T.M.: ¿A qué música contemporánea habías sido expuesto en Guadalajara?

C.S-G.: En realidad, yo había estado expuesto a mucha musica contemporánea, y te diré por qué. Había una biblioteca en Guadalajara patrocinada por el Servicio de Información de los Estados Unidos, la gente que administra las Fulbright, por cierto. Descubrí este lugar que nadie conocía, y que tenía una tremenda colección de discos, en su mayoría nuevos discos que nadie escuchaba, mucha de la música contemporánea que les había sido donada por New World Records y Composers Recordings, y también por algunas compañías europeas. Encontré este tesoro, y me pasaba las tardes enteras escuchando todo tipo de música extraña. Gracias a esto, aprendí muy bien mi repertorio modernista, me familiaricé con Nono y Stockhausen, Maderna, Dallapiccola, y luego con los americanos desde Ives hasta Cowell, y por supuesto George Crumb y John Cage, y así sucesivamente. Fue gracias a esos discos. Como no tenía partituras (sólo tenía los discos), aprendí la música, creo, de la mejor manera posible. Realmente lo aprendí de oído, y eso me marcó, me hizo el tipo de oyente que soy cuando se trata de música contemporánea. Aunque debo decir que en aquel momento estaba escuchando a Nono y Stockhausen, ahora pienso que, por lo que a mí respecta, todo eso fue más bien una especie de mal necesario. Ya no tengo ningún interés, ni en Nono, ni en Stockhausen. Ninguno en absoluto.

T.M.: ¿En qué se centró Robert Hall Lewis como profesor de composición?

C.S-G.: Se formó en Europa, por lo que tenía unos ideales europeos muy duros. Estudió con Boulanger, y me hizo escribir mucha música que no era realmente música, sino ejercicios. Me daba varios ejercicios semanales de contrapunto, tal y como él lo concebía, lo cual era obviamente una especie algo peculiar de contrapunto atonal. La idea era que aprendiera a controlar las voces de una manera que fuera específica a cada pieza, o a lo que la pieza estaba tratando de hacer. Su punto era que yo tenía toda esta experiencia empírica de la música contemporánea, y tenía que reconciliarla con el arte de escribir música. Decía: “Está bien, has escuchado a Stockhausen. Ahora escribe una pieza que dure tres minutos y que enfoque todo lo que creas que sabes sobre Stockhausen“. Era muy generoso, porque a diferencia de la mayoría de los maestros de Estados Unidos, me veía más de una vez por semana. Yo era su único alumno en ese momento, así que hacía este tipo de cosas tres o cuatro veces a la semana.

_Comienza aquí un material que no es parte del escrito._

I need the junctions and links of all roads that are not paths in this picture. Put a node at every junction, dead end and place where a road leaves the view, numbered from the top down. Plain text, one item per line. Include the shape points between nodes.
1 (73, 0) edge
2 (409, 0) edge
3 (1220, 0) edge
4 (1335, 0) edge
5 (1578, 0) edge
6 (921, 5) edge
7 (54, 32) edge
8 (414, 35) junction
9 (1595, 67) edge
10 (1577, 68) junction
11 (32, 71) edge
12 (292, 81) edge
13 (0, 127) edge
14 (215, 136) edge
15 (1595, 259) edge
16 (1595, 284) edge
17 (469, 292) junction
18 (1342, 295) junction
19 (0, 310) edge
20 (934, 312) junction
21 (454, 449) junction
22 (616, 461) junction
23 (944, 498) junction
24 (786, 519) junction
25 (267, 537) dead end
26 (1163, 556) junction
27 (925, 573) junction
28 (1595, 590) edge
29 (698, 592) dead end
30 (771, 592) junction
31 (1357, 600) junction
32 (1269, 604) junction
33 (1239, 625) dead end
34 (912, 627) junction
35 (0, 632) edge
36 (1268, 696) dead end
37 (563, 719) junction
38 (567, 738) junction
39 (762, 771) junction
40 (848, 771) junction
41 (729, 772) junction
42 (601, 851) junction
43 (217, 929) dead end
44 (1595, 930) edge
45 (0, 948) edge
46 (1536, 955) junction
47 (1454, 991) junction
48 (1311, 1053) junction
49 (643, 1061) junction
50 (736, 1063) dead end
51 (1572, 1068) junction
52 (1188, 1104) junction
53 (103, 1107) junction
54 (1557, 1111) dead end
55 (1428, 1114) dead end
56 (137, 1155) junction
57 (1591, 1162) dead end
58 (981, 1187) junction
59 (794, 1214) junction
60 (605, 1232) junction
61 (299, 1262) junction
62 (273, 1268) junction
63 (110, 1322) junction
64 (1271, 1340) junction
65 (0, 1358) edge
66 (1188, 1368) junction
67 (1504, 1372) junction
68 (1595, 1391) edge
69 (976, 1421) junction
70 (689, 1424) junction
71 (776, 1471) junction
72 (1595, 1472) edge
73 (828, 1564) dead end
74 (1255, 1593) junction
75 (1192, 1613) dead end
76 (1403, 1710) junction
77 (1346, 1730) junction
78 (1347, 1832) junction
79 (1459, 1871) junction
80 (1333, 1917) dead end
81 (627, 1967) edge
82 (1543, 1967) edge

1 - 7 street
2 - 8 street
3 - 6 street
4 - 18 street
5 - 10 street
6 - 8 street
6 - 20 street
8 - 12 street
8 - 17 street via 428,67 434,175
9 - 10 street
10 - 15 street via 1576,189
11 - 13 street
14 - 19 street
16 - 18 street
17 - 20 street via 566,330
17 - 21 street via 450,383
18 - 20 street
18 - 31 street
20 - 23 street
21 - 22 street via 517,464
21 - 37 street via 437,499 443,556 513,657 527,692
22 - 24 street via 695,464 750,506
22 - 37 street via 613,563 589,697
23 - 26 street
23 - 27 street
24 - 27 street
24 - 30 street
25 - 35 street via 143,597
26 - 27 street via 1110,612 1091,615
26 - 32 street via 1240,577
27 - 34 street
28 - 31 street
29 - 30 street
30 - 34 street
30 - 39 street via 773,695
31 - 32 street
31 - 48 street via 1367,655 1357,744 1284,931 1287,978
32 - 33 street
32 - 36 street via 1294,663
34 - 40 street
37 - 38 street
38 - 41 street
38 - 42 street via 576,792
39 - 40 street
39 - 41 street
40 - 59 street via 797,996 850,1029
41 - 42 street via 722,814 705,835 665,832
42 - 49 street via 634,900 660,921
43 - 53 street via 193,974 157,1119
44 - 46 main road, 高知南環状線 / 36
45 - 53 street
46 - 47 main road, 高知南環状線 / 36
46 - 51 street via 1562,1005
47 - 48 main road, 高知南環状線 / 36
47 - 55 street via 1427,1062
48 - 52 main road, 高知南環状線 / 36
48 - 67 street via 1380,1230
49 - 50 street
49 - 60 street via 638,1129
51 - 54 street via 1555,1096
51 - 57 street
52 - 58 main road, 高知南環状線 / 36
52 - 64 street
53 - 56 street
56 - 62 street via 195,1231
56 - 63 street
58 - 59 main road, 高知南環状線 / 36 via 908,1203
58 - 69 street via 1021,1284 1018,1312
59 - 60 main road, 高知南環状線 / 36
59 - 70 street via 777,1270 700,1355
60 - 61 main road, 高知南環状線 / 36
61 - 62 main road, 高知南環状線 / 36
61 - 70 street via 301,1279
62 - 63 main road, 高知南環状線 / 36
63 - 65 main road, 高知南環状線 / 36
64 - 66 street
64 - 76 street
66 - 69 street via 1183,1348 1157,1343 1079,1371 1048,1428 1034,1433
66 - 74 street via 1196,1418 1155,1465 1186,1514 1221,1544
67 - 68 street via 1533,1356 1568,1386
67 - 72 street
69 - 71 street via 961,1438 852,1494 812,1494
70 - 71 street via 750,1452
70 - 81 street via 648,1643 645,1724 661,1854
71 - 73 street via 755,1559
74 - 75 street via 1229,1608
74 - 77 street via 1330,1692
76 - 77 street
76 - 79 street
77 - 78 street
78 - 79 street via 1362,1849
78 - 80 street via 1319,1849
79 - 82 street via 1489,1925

Y estaba dispuesto, porque estaba allí, y estaba solo, así que escribía pequeñas piezas, una tras otra, bajo su guía, y eso era un entrenamiento fenomenal. Mucho de esto tenía que ver con la imitación de estilos que él consideraba imitables, muy importantes. Aunque ahora mismo yo ya no los sienta cercanos.

T.M.: Por favor, habla un poco de Druckman y Yale.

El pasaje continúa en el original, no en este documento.